When he died, they donated a bench to him at the Griffith Park Observatory.



I think that Heidi wanted to try her wings

pretty early,

and I think that she met some people

who sort of took all her potential

and gave it a sharp turn



She knew nothing.

She was like a little parrot who repeated what she was supposed to say.



Alex and I had a very intense relationship;

I was kind of like the daughter she loved and hated,

so she was abusive and loving at the same time.



Look, I know Madam Alex was great at what she did

but it's like this:

What took her years to build,

I built in one.

The high end is the high end,

and no one has a higher end than me.

In this business, no one steals clients.

There's just better service.



XXXV.

You were not allowed to have long hair

You were not allowed to be too pretty

You were not allowed to wear too much makeup or be too glamorous

Because someone would fall in love with you and take you away.

And then she loses the business



XXXVI.

I was pursued because

come on

in our lifetime,

we will never see another girl of my age

who lived the way I did,

who did what I did so quickly,

I made so many enemies.

Some people had been in this line of business

for their whole lives, 30 or 40 years,

and I came in and cornered the market.

Men don't like that.

Women don't like that.

No one liked it.



I had this spiritual awakening watching an Oprah Winfrey video.

I was doing this 500-hour drug class

and one day the teacher showed us this video,

called something like Make It Happen.

Usually in class I would bring a notebook

and write a letter to my brother or my journal,

but all of a sudden this grabbed my attention

and I understood everything she said.

It hit me and it changed me a lot.

It made me feel,

Accept yourself for who you are.

I saw a deeper meaning in it

but who knows, I might have just been getting my period that day!



XXXVII.

Hello, Gina!

You movie star!

Yes you are!

Gina G!

Hello my friend,

Hello my friend,

Hello my movie star,

Ruby! Ruby Boobie!

Braaawk!

Except so many women say,

Come on, Heidi

you gotta do the brothel for us; don't let us down.

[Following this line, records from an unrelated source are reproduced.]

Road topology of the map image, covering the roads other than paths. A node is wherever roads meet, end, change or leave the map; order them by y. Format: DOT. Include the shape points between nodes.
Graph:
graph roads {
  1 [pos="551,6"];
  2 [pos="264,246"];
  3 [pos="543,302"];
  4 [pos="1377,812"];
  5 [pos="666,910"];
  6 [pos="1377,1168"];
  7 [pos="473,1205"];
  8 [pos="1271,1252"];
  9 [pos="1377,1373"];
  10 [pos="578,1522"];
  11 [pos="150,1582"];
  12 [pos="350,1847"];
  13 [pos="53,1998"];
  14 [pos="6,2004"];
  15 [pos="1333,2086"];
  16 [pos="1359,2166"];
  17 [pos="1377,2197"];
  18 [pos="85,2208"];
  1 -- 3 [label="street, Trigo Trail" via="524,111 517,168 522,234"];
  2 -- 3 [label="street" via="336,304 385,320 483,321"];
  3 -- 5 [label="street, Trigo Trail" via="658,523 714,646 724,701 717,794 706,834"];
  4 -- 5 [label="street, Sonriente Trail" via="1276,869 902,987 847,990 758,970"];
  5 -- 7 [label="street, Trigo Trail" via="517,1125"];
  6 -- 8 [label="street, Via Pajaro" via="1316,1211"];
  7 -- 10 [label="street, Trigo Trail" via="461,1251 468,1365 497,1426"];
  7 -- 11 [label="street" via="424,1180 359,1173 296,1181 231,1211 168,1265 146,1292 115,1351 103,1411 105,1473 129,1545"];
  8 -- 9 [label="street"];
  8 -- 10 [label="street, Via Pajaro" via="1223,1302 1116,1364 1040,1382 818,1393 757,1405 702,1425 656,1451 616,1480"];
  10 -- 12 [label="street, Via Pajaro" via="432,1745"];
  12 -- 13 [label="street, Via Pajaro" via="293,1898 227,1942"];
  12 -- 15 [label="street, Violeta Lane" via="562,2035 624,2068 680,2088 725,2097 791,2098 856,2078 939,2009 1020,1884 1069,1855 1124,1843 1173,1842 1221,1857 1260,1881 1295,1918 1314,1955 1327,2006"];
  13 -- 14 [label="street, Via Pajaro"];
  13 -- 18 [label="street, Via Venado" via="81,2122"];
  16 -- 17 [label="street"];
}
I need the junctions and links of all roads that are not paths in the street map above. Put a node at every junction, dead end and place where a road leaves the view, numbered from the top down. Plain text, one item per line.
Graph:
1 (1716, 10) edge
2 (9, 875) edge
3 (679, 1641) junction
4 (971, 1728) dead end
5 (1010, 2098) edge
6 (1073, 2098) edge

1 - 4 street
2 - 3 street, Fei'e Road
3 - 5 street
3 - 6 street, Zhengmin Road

It would be kind of fun opening up an exclusive resort,

and I'll make it really nice,

like the Beverly Hills Hotel

It'll feel private; you'll have your own bungalow.

The only problem out here is the climate—it's so brutal.

Charles Manson was captured a half hour from Pahrump.



I said, Joe! What are you doing?

You gotta get, like,

a garter belt and encase it in something

and write,

This belonged to Suzette Whatever,

who entertained the Flying Tigers during World War II.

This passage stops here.